Le démocrate libéral malien Soumaïla Cissé : «N’ayez pas peur d’investir en Afrique ! Si ce ne sont pas les Européens ou les Français, ce sont les Américains ou les Chinois qui le feront. » : Vincent Mouchel
Entretien:
Que répondez-vous à ceux qui ne croient plus au développement de l'Afrique ?Selon les statistiques, avec deux dollars par jour en moyenne pour vivre, nous devrions tous être morts ! Or, l'Afrique est bien vivante et ne demande qu'à entrer dans le commerce mondial. Il existe chez nous une économie informelle, populaire, très réelle, qui représente 70 % de l'activité globale. Il faut arrêter de considérer l'Afrique uniquement sous l'angle de la pauvreté et de l'agriculture. Nous avons un devoir de génération. L'État doit mettre en place les moyens du développement, mais ne doit pas se mêler de tout.

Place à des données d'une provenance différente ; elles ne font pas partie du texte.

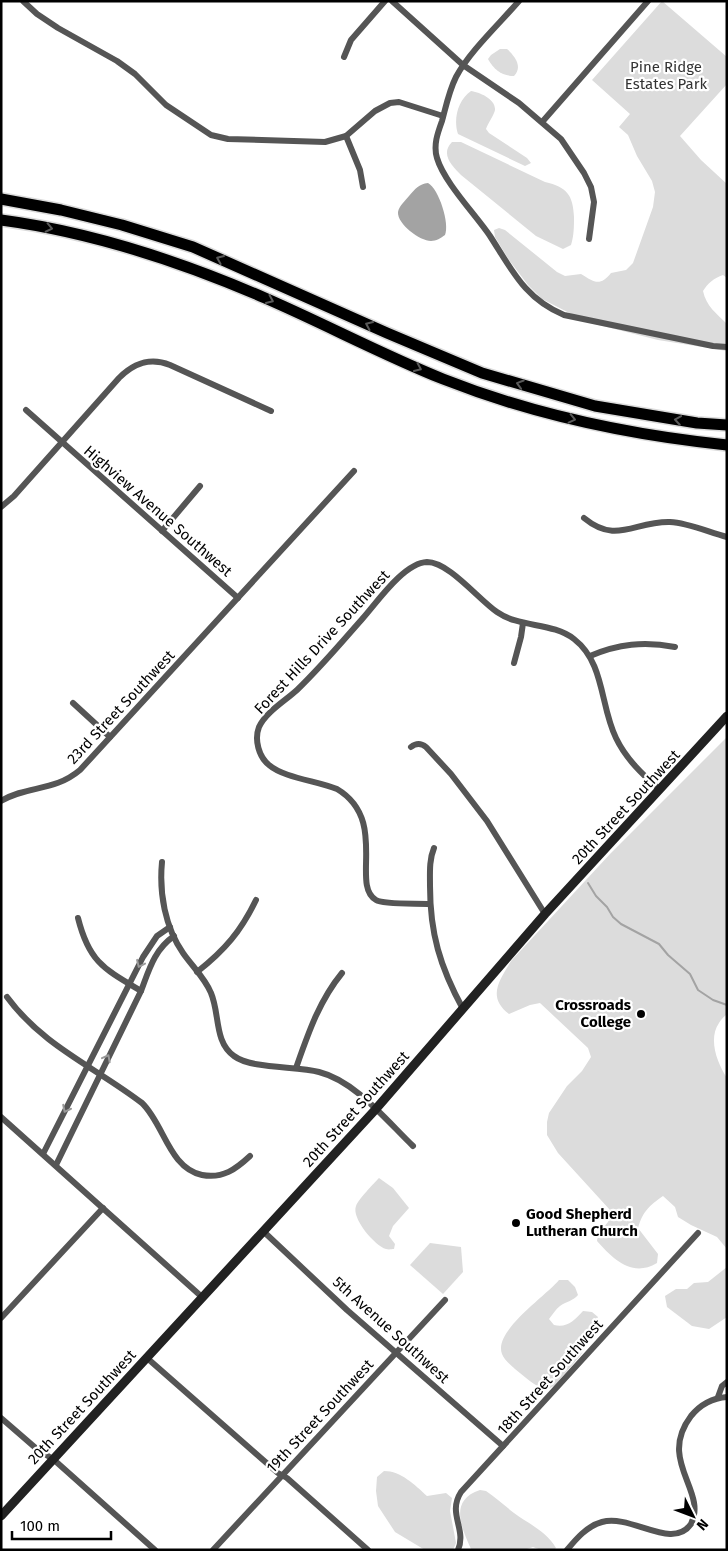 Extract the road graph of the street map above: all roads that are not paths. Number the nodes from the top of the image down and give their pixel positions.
1 (22, 1) edge
2 (385, 1) edge
3 (392, 1) edge
4 (519, 1) edge
5 (648, 1) edge
6 (344, 57) dead end
7 (463, 65) junction
8 (443, 116) junction
9 (542, 121) junction
10 (346, 136) junction
11 (363, 187) dead end
12 (1, 200) edge
13 (1, 220) edge
14 (589, 238) dead end
15 (727, 347) edge
16 (26, 410) dead end
17 (271, 411) dead end
18 (727, 425) edge
19 (61, 442) junction
20 (727, 445) edge
21 (354, 471) dead end
22 (200, 486) dead end
23 (1, 507) edge
24 (584, 518) dead end
25 (162, 531) junction
26 (727, 537) edge
27 (238, 598) junction
28 (523, 623) junction
29 (675, 647) dead end
30 (590, 656) junction
31 (514, 663) dead end
32 (73, 703) dead end
33 (727, 716) edge
34 (110, 737) junction
35 (411, 747) dead end
36 (660, 790) junction
37 (1, 801) edge
38 (434, 848) dead end
39 (162, 862) dead end
40 (256, 900) dead end
41 (430, 904) junction
42 (545, 914) junction
43 (78, 918) dead end
44 (170, 927) junction
45 (174, 936) junction
46 (197, 972) junction
47 (342, 973) dead end
48 (130, 985) junction
49 (140, 991) junction
50 (7, 997) dead end
51 (463, 1009) junction
52 (88, 1067) junction
53 (296, 1068) junction
54 (99, 1074) junction
55 (375, 1110) junction
56 (1, 1117) edge
57 (413, 1146) dead end
58 (44, 1154) junction
59 (250, 1156) dead end
60 (56, 1164) junction
61 (103, 1208) junction
62 (263, 1231) junction
63 (698, 1233) dead end
64 (202, 1297) junction
65 (445, 1300) dead end
66 (1, 1318) edge
67 (397, 1352) junction
68 (147, 1358) junction
69 (727, 1382) edge
70 (718, 1397) junction
71 (727, 1397) edge
72 (1, 1418) edge
73 (503, 1446) junction
74 (53, 1460) junction
75 (282, 1476) junction
76 (1, 1516) edge
77 (155, 1550) edge
78 (213, 1550) edge
79 (368, 1550) edge
80 (458, 1550) edge
81 (566, 1550) edge

1 - 10 street
2 - 6 street
3 - 7 street
4 - 7 street
5 - 9 street
7 - 8 street
7 - 9 street
8 - 10 street
8 - 15 street
9 - 14 street
10 - 11 street
18 -> 12 highway
13 -> 20 highway
16 - 19 street, Highview Avenue Southwest
17 - 19 street
19 - 23 street
19 - 25 street, Highview Avenue Southwest
21 - 27 street, 23rd Street Southwest
22 - 25 street
24 - 26 street
25 - 27 street, Highview Avenue Southwest
27 - 34 street, 23rd Street Southwest
28 - 30 street, Forest Hills Drive Southwest
28 - 31 street
28 - 41 street, Forest Hills Drive Southwest
29 - 30 street
30 - 36 street, Forest Hills Drive Southwest
32 - 34 street
33 - 36 street, 20th Street Southwest
34 - 37 street, 23rd Street Southwest
35 - 42 street
36 - 42 street, 20th Street Southwest
38 - 41 street
39 - 44 street
40 - 46 street
41 - 51 street
42 - 51 street, 20th Street Southwest
43 - 48 street
44 - 45 street
44 -> 48 street
45 - 46 street
45 - 49 street
46 - 53 street
47 - 53 street
48 - 49 street
48 - 52 street
54 -> 49 street
50 - 52 street
51 - 55 street, 20th Street Southwest
52 - 54 street
52 -> 58 street
53 - 55 street
54 - 59 street
54 - 60 street
55 - 57 street
55 - 62 street, 20th Street Southwest
56 - 58 street
58 - 60 street
60 - 61 street
61 - 64 street
61 - 66 street
62 - 64 street, 20th Street Southwest
62 - 67 street, 5th Avenue Southwest
63 - 73 street, 18th Street Southwest
64 - 68 street, 20th Street Southwest
65 - 67 street, 19th Street Southwest
67 - 73 street, 5th Avenue Southwest
67 - 75 street, 19th Street Southwest
68 - 74 street, 20th Street Southwest
68 - 75 street
69 - 70 street
70 - 71 street
70 - 81 street
72 - 74 street
73 - 80 street, 18th Street Southwest
74 - 76 street, 20th Street Southwest
74 - 77 street
75 - 78 street, 19th Street Southwest
75 - 79 street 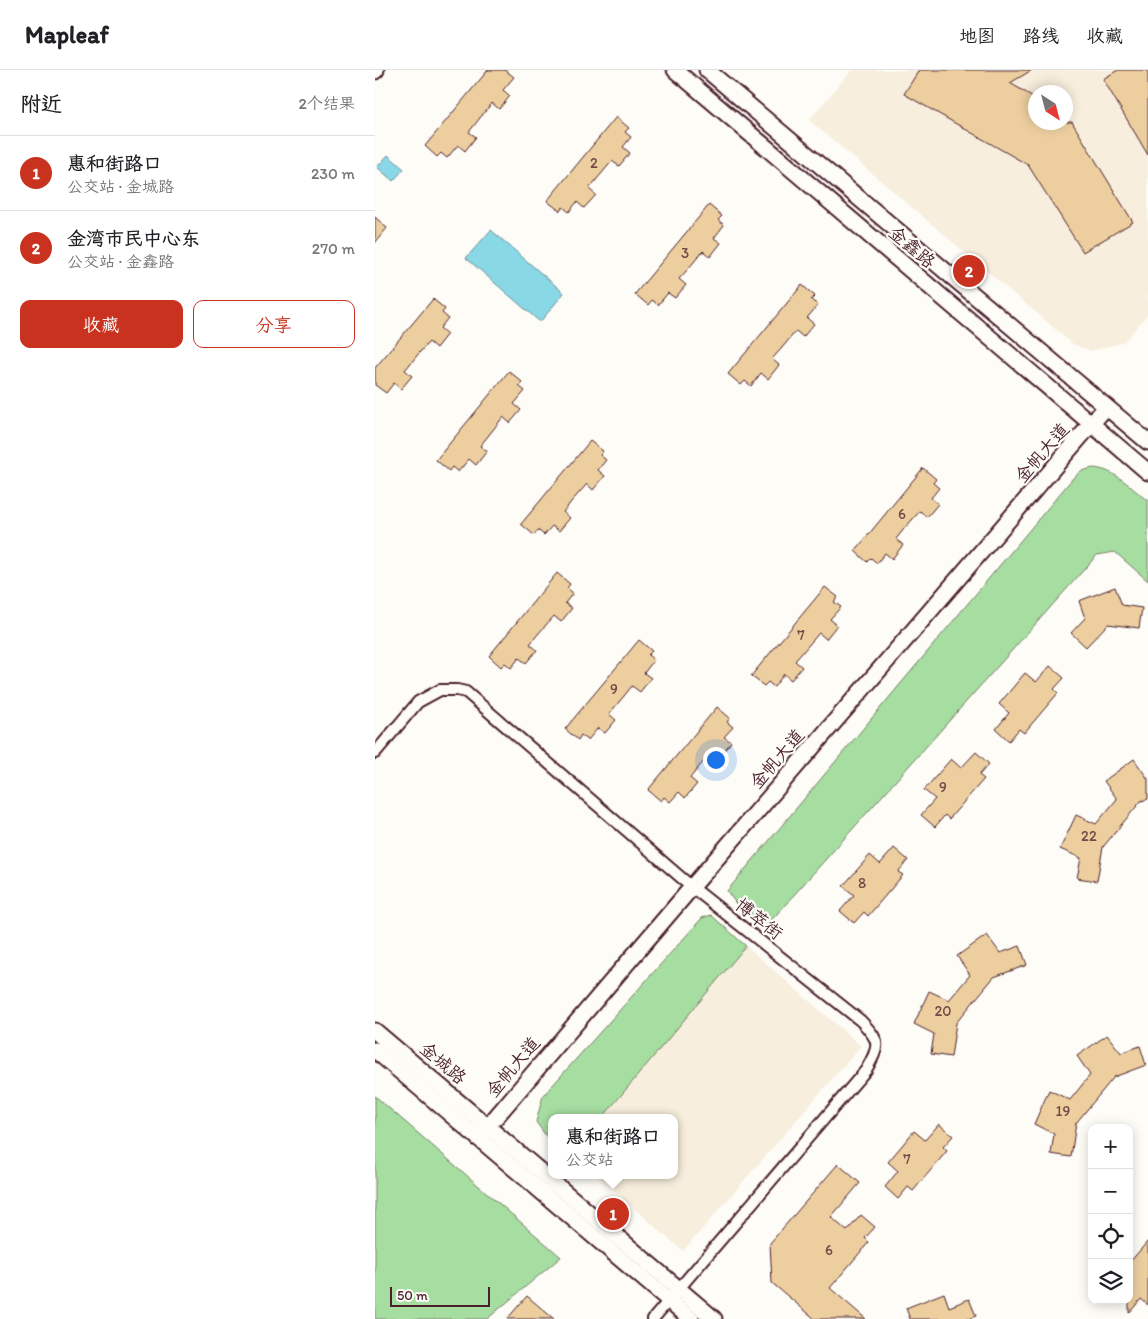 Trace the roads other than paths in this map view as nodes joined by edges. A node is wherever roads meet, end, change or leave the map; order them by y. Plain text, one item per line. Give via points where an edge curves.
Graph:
1 (675, 70) edge
2 (707, 70) edge
3 (1106, 407) junction
4 (1092, 424) junction
5 (1148, 442) edge
6 (1148, 472) edge
7 (375, 754) edge
8 (692, 887) junction
9 (375, 1031) edge
10 (375, 1050) edge
11 (488, 1126) junction
12 (478, 1138) junction
13 (548, 1177) edge
14 (550, 1179) edge
15 (679, 1288) junction
16 (669, 1300) junction
17 (653, 1319) edge
18 (691, 1319) edge
19 (714, 1319) edge

1 - 4 street, 金鑫路
2 - 3 street, 金鑫路
3 - 4 street, 金帆大道
3 - 5 street, 金鑫路
4 - 6 street, 金鑫路
4 - 8 street, 金帆大道
7 - 8 street, 博萃街 via 418,702 441,690 466,692
8 - 11 street, 金帆大道
8 - 15 street, 博萃街 via 861,1021 873,1034 877,1046 866,1070
9 - 11 street, 金城路
10 - 12 street, 金城路
11 - 12 street, 金帆大道
11 - 13 street, 金城路
12 - 16 street, 金城路
14 - 15 street, 金城路
15 - 16 street
15 - 19 street, 金城路
16 - 17 street
16 - 18 street, 金城路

Comment entendez-vous lutter contre l'émigration clandestine des jeunes Africains vers l'Europe ? Les Européens et le Fonds monétaire international nous disent : « Baissez vos frontières, libéralisez vos économies mais, surtout, ne laissez pas partir vos hommes ! » Je leur réponds : « Si vous prenez nos médecins, prenez aussi nos malades ! » Commencez par laisser entrer nos produits et arrêtez de protéger votre agriculture. Le développement économique fixe les populations. Si nos jeunes trouvent du travail, ils resteront chez eux. S'ils n'ont pas les cartes en main, ils prendront des cailloux ou ils partiront. Les murs et les barrières ne suffiront pas à les arrêter. L'Europe doit cesser de se donner bonne conscience en Afrique. Elle doit y investir massivement, comme elle l'a fait en Europe orientale. Sinon, nos pays deviendront de vrais souks : on y achètera et on y vendra, mais on n'y produira rien.
Quels sont les domaines prioritaires où il faut investir chez vous ? Notre programme de développement économique régional prévoit de moderniser les infrastructures, d'améliorer l'exploitation des ressources naturelles et agricoles, l'éducation et la santé, de garantir la sécurité alimentaire et la fourniture d'énergie. Un exemple : entre Bamako et Abidjan, où circulent près de 500 camions par jour, il manque 200 km de route bitumée, soit 8 milliards de francs CFA (12 millions d'euros). Nous voulons aussi construire un grand hôpital privé de référence dans la zone, pour éviter les évacuations d'urgence vers l'Europe. Nous voulons faire de l'UEMOA un ensemble cohérent, en levant les entraves entre nos pays pour attirer des investisseurs. Il y a de la place pour de grands espaces capitalistiques. N'ayez pas peur d'investir en Afrique ! Dans tous les domaines. Nous devons d'abord créer de la richesse pour créer de l'espoir. C'est plus sain que les anciens rapports de coopération qui n'ont jamais amélioré la situation des plus pauvres.
Recueilli parPhilippe GAILLARD mercredi 13 février 2008 .
(1) La Côte d'Ivoire, le Sénégal, le Burkina Faso, le Mali, le Bénin, le Togo et le Niger francophones, la Guinée Bissau lusophone.